Monday, March 07, 2011
ALGIERS: Algeria’s government is studying ways to improve dialogue with the public including the use of social media, a minister said Sunday, a day after police cracked down on anti-regime rallies. Communication Minister Nacer Mehal said Algiers was close to setting up measures to amend what he said were virtually non-existent channels of information dissemination between the government and the wider population.
The move aims at “organizing institutional communication and to reflect on instruments that allow to improve relations between the state and the citizens,” he told the French-speaking public radio Chaine III. Communication was “absolutely non-existent, absent, or in any case, very inefficient. To say the least, it was not at all adapted to the present context. We need to improve that,” he added.
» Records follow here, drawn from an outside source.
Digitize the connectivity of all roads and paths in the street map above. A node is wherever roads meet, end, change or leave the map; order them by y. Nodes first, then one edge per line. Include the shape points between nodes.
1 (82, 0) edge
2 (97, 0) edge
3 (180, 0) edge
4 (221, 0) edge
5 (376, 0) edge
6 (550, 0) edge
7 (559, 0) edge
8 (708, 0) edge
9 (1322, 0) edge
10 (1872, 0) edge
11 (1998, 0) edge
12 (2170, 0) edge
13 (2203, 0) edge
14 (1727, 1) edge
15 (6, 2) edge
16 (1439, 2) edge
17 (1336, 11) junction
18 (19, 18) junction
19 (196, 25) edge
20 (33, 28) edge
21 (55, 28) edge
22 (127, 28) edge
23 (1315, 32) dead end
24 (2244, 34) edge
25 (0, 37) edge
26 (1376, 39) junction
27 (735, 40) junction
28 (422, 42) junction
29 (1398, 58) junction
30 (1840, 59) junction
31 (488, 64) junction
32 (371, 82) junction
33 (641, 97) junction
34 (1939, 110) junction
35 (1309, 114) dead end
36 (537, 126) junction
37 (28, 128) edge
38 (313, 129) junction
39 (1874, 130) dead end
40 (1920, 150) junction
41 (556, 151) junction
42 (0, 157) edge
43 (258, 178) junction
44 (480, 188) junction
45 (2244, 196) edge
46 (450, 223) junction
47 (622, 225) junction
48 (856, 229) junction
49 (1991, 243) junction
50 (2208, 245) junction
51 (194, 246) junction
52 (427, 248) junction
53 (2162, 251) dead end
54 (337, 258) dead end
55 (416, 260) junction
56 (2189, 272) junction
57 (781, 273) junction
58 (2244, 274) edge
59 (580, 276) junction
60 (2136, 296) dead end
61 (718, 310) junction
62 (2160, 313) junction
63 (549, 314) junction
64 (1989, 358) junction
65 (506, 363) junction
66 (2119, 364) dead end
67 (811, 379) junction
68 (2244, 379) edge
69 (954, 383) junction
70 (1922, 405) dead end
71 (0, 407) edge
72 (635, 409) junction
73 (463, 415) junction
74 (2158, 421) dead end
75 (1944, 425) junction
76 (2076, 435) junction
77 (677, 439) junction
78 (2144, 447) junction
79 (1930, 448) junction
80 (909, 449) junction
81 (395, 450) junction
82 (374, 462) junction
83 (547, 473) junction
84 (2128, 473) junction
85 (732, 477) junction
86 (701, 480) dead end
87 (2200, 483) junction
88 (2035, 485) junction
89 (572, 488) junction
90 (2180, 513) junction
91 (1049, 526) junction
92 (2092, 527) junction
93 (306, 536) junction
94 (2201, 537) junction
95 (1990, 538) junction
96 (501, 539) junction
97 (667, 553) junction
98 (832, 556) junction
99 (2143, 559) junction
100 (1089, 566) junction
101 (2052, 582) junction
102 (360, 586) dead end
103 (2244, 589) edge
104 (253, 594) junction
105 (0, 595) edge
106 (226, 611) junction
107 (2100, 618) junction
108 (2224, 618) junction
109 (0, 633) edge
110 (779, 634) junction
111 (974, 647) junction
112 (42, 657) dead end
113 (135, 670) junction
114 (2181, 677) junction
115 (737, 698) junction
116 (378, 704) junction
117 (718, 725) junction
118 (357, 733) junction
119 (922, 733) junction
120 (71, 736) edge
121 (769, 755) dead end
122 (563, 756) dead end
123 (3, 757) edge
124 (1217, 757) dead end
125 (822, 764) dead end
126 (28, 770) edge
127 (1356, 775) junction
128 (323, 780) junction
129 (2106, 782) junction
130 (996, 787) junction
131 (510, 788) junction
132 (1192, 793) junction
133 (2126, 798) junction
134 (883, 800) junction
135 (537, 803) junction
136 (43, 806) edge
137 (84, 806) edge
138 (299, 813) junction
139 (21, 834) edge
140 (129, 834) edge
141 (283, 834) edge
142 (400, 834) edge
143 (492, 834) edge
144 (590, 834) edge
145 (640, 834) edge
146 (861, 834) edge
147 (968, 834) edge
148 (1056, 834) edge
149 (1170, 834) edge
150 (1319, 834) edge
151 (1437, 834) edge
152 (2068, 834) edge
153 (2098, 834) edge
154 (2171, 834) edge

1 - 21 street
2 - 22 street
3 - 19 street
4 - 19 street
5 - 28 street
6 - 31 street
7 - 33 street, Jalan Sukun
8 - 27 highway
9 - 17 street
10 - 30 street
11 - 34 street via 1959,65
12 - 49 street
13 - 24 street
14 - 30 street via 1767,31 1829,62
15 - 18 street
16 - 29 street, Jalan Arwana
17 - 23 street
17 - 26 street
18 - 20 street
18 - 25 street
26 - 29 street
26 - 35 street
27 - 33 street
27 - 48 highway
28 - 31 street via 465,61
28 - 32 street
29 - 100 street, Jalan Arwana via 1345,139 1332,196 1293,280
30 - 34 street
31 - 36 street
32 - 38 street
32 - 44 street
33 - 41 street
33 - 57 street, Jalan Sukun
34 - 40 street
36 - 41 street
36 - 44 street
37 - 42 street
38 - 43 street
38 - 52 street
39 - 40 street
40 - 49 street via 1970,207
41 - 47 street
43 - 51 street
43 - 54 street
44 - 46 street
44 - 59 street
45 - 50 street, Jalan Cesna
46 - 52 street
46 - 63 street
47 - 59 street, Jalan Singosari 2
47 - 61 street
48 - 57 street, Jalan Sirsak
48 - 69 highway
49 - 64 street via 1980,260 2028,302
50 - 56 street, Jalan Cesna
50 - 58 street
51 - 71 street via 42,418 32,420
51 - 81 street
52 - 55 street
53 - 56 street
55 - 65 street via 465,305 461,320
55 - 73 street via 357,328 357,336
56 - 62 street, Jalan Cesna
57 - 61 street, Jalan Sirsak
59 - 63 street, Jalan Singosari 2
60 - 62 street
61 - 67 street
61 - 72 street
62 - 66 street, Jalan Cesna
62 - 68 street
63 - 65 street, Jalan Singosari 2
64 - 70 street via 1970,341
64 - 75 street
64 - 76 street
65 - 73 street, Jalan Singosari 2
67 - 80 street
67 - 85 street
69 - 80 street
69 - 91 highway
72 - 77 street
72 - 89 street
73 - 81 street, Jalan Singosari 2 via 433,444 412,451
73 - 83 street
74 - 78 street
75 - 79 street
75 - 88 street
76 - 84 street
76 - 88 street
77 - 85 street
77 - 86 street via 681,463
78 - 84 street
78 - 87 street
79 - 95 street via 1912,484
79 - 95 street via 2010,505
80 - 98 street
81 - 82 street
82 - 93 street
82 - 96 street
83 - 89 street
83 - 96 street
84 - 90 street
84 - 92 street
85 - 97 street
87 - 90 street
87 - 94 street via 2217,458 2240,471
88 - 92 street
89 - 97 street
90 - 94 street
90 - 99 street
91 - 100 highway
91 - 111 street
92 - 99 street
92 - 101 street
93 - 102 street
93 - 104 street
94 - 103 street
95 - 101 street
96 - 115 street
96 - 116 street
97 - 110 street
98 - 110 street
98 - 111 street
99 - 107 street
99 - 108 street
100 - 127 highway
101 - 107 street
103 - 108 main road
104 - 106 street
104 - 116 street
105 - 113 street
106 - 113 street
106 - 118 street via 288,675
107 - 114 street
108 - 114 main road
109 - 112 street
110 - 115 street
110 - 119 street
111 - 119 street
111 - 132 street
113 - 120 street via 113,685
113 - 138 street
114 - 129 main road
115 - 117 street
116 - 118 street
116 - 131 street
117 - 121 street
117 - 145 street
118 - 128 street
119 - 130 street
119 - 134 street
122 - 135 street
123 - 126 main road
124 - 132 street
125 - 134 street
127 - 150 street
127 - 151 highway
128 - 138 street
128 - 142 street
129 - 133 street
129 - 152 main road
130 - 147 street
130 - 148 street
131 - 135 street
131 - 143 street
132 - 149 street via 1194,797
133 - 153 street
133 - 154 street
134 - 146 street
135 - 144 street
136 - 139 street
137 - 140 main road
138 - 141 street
“We need to look into what channels of communication to use, including social networks.” Sites such as Facebook were key in organizing recent uprisings in the Arab world that toppled the leaders of Tunisia and Egypt. The minister also vowed to “open up” ministries to journalists.
Algeria counts several independent newspapers, among which a dozen are national dailies. But allowing public radio or television groups to compete with other domestic or foreign networks remains unforeseen.
Algerian police and pro-government activists Saturday foiled a sixth attempt by opposition protesters seeking to depose President Abdelaziz Bouteflika, who has been in power since 1999.
A faction of the National Coordination for Change and Democracy had called the protest in three different parts of the city for 11 a.m. in defiance of an official ban on protesting in Algiers. However, several dozen demonstrators found themselves quickly surrounded by police.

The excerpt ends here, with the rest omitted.